Exercise aim:
Where does "graph" appear in the data? Return each line that holds it.

Material for this task:
+ + + +
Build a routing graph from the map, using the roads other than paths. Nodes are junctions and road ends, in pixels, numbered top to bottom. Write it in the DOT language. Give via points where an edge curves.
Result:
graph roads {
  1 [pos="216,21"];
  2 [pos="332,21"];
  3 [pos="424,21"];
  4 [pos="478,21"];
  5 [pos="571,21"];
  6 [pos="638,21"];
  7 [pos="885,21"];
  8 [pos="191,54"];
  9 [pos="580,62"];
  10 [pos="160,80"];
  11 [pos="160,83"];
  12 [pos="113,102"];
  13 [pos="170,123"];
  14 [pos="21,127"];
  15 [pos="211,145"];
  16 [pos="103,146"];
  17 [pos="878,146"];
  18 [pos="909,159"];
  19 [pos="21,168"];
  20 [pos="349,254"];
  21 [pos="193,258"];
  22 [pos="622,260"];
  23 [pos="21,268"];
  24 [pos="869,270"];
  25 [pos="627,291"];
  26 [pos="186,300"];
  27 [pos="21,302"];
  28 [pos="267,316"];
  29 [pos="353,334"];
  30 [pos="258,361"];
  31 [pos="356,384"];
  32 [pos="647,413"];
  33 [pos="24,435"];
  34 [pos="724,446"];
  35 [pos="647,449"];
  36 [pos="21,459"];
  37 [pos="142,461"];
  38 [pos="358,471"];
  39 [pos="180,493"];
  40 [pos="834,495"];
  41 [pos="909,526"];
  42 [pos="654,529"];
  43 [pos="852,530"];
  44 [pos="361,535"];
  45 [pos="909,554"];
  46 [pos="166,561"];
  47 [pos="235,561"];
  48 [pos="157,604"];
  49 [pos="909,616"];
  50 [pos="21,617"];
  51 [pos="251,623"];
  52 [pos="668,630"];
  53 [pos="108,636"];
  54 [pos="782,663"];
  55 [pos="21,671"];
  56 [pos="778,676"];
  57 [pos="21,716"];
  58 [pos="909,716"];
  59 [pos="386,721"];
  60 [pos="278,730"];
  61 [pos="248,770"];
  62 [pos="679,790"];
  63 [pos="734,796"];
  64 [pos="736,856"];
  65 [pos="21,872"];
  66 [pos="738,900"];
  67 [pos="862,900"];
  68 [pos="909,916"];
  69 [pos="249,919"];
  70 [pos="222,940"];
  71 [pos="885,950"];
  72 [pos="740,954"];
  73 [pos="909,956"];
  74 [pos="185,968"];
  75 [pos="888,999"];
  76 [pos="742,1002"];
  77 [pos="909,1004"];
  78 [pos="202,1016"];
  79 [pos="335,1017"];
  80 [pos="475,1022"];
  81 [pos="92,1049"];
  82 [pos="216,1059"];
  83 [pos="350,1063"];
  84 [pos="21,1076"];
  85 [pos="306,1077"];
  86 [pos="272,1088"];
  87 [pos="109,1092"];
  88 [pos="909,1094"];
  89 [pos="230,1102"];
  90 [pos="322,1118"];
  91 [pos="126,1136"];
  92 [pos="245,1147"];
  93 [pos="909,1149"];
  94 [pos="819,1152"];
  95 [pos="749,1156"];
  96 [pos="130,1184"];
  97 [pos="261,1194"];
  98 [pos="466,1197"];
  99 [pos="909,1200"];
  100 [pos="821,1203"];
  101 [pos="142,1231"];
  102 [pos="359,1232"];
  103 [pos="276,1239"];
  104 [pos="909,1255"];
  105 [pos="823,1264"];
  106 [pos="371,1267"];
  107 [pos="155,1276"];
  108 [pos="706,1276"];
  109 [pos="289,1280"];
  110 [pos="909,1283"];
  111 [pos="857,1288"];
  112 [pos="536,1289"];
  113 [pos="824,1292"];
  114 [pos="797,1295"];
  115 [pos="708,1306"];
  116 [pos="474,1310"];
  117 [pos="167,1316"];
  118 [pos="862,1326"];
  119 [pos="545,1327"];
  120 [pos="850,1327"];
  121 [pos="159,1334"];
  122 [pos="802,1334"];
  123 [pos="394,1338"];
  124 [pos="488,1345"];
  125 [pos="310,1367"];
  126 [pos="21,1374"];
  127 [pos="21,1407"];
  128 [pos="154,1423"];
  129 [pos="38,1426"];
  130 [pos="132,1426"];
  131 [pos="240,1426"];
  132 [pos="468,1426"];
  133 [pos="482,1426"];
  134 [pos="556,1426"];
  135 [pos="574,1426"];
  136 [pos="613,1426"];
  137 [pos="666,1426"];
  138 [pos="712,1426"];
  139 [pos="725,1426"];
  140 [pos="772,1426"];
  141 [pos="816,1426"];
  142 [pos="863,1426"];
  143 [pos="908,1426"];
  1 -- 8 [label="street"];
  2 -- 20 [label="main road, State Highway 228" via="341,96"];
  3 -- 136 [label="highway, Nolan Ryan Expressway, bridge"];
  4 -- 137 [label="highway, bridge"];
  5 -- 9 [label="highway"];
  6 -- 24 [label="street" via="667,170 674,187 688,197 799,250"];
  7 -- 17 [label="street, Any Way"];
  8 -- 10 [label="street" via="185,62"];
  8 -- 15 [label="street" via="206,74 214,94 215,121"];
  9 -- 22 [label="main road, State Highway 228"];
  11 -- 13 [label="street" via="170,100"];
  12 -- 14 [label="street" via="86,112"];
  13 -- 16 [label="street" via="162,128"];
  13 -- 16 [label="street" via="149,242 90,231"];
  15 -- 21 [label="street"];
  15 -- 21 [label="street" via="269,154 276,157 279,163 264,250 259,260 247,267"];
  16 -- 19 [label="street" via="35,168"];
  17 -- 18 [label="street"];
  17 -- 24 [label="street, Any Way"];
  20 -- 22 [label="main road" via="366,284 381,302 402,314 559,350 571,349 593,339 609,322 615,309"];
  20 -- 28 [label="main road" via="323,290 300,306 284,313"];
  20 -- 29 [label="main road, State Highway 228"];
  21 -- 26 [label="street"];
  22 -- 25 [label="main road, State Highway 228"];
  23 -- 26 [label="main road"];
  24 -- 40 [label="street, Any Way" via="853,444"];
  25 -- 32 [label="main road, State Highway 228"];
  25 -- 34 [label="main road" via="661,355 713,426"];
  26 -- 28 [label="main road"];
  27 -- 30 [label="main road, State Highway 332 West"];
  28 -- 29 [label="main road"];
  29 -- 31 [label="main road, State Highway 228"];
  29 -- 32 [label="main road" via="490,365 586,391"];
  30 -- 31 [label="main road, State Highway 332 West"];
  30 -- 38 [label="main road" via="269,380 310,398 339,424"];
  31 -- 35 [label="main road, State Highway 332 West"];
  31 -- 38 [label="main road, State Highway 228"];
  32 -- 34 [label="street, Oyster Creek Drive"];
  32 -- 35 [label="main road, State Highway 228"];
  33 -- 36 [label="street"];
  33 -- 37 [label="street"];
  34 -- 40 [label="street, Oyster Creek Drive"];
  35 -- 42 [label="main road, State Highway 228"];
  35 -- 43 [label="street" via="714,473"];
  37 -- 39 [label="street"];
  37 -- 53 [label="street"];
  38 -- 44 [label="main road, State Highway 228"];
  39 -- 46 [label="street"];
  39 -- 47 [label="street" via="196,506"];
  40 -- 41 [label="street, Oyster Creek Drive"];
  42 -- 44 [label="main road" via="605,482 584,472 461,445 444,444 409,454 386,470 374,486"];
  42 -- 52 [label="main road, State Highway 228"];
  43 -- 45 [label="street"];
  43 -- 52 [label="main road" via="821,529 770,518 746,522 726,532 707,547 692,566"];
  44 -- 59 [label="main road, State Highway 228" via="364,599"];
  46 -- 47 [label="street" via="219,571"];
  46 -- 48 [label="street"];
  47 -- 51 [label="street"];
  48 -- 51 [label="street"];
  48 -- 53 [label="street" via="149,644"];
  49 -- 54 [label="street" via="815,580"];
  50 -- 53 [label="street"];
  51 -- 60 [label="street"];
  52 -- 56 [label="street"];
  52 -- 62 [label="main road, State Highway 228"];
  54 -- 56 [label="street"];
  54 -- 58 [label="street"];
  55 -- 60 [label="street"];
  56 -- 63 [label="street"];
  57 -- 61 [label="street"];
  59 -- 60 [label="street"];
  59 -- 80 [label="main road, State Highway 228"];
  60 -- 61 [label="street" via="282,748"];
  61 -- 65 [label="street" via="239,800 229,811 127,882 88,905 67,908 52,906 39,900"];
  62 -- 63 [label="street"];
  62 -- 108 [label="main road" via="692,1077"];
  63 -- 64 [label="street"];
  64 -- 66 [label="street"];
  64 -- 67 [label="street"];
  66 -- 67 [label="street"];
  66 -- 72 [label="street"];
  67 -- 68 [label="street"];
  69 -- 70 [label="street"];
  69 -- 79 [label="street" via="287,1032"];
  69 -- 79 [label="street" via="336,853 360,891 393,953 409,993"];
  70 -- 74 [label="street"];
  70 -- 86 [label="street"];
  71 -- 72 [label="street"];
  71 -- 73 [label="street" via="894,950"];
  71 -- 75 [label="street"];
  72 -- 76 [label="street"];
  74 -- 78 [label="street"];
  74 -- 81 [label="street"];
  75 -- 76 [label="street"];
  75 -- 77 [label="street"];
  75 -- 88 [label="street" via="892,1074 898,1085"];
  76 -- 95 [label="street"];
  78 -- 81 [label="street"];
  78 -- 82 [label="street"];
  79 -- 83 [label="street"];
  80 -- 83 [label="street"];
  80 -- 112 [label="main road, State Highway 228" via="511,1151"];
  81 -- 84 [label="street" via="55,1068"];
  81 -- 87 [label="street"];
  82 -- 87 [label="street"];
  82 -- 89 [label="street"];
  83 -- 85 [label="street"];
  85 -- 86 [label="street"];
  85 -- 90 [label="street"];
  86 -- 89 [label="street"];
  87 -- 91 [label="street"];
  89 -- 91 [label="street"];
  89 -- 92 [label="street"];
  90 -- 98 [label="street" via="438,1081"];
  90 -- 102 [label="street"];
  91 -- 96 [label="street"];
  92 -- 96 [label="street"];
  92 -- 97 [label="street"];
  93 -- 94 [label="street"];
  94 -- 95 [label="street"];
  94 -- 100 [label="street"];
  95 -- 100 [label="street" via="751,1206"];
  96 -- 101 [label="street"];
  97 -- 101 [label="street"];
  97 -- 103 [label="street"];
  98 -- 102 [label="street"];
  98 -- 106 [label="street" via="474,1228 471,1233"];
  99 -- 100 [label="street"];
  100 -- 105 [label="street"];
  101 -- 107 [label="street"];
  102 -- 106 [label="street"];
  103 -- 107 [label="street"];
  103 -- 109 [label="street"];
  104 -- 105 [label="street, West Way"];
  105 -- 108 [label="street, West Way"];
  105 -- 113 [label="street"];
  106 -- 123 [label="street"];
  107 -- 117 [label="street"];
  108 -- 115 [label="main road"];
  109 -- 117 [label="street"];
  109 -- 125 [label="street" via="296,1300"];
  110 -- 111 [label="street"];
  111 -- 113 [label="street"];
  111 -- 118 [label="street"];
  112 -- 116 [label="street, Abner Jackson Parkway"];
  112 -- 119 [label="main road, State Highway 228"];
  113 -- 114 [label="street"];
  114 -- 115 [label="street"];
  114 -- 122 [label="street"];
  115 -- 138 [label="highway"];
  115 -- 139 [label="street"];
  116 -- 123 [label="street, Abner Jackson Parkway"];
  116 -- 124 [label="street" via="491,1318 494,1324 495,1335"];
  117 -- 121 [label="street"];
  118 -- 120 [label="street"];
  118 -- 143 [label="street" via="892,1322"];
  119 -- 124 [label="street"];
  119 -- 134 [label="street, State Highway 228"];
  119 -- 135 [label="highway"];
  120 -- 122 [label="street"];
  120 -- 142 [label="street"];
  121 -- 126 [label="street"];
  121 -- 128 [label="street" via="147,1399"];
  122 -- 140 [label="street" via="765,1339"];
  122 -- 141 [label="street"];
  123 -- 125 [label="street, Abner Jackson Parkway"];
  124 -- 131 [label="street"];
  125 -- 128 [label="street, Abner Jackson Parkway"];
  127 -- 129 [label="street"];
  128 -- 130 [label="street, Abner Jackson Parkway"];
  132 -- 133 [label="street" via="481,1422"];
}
+ + + +
Reply to the exercise:
Build a routing graph from the map, using the roads other than paths. Nodes are junctions and road ends, in pixels, numbered top to bottom. Write it in the DOT language. Give via points where an edge curves.
graph roads {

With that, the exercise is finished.